> _Work required_
From the first line to the last, reproduce the data exactly.
⟨
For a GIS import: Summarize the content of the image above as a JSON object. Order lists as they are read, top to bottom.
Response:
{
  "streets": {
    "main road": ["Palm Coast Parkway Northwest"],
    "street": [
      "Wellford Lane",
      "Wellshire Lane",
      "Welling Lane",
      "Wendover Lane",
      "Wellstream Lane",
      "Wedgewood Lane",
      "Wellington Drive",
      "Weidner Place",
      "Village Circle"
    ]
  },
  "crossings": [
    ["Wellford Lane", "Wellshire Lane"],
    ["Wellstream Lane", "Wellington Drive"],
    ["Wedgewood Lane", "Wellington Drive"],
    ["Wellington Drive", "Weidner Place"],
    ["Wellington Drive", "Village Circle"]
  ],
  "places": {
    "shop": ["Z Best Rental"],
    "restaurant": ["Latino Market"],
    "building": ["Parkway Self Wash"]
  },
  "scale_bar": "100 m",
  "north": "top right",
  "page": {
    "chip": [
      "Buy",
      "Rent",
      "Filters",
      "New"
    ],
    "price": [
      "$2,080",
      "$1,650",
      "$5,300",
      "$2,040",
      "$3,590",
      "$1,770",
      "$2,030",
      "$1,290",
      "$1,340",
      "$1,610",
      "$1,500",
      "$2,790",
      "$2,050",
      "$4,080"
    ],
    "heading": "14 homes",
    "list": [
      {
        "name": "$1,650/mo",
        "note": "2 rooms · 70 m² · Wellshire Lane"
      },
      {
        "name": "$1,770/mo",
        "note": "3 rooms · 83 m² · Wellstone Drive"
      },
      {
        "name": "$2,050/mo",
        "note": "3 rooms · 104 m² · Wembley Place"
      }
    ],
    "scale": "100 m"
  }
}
⟩
> _Completed exercise_
For a GIS import: Summarize the content of the image above as a JSON object. Order lists as they are read, top to bottom.
Response:
{
  "streets": {
    "main road": ["Palm Coast Parkway Northwest"],
    "street": [
      "Wellford Lane",
      "Wellshire Lane",
      "Welling Lane",
      "Wendover Lane",
      "Wellstream Lane",
      "Wedgewood Lane",
      "Wellington Drive",
      "Weidner Place",
      "Village Circle"
    ]
  },
  "crossings": [
    ["Wellford Lane", "Wellshire Lane"],
    ["Wellstream Lane", "Wellington Drive"],
    ["Wedgewood Lane", "Wellington Drive"],
    ["Wellington Drive", "Weidner Place"],
    ["Wellington Drive", "Village Circle"]
  ],
  "places": {
    "shop": ["Z Best Rental"],
    "restaurant": ["Latino Market"],
    "building": ["Parkway Self Wash"]
  },
  "scale_bar": "100 m",
  "north": "top right",
  "page": {
    "chip": [
      "Buy",
      "Rent",
      "Filters",
      "New"
    ],
    "price": [
      "$2,080",
      "$1,650",
      "$5,300",
      "$2,040",
      "$3,590",
      "$1,770",
      "$2,030",
      "$1,290",
      "$1,340",
      "$1,610",
      "$1,500",
      "$2,790",
      "$2,050",
      "$4,080"
    ],
    "heading": "14 homes",
    "list": [
      {
        "name": "$1,650/mo",
        "note": "2 rooms · 70 m² · Wellshire Lane"
      },
      {
        "name": "$1,770/mo",
        "note": "3 rooms · 83 m² · Wellstone Drive"
      },
      {
        "name": "$2,050/mo",
        "note": "3 rooms · 104 m² · Wembley Place"
      }
    ],
    "scale": "100 m"
  }
}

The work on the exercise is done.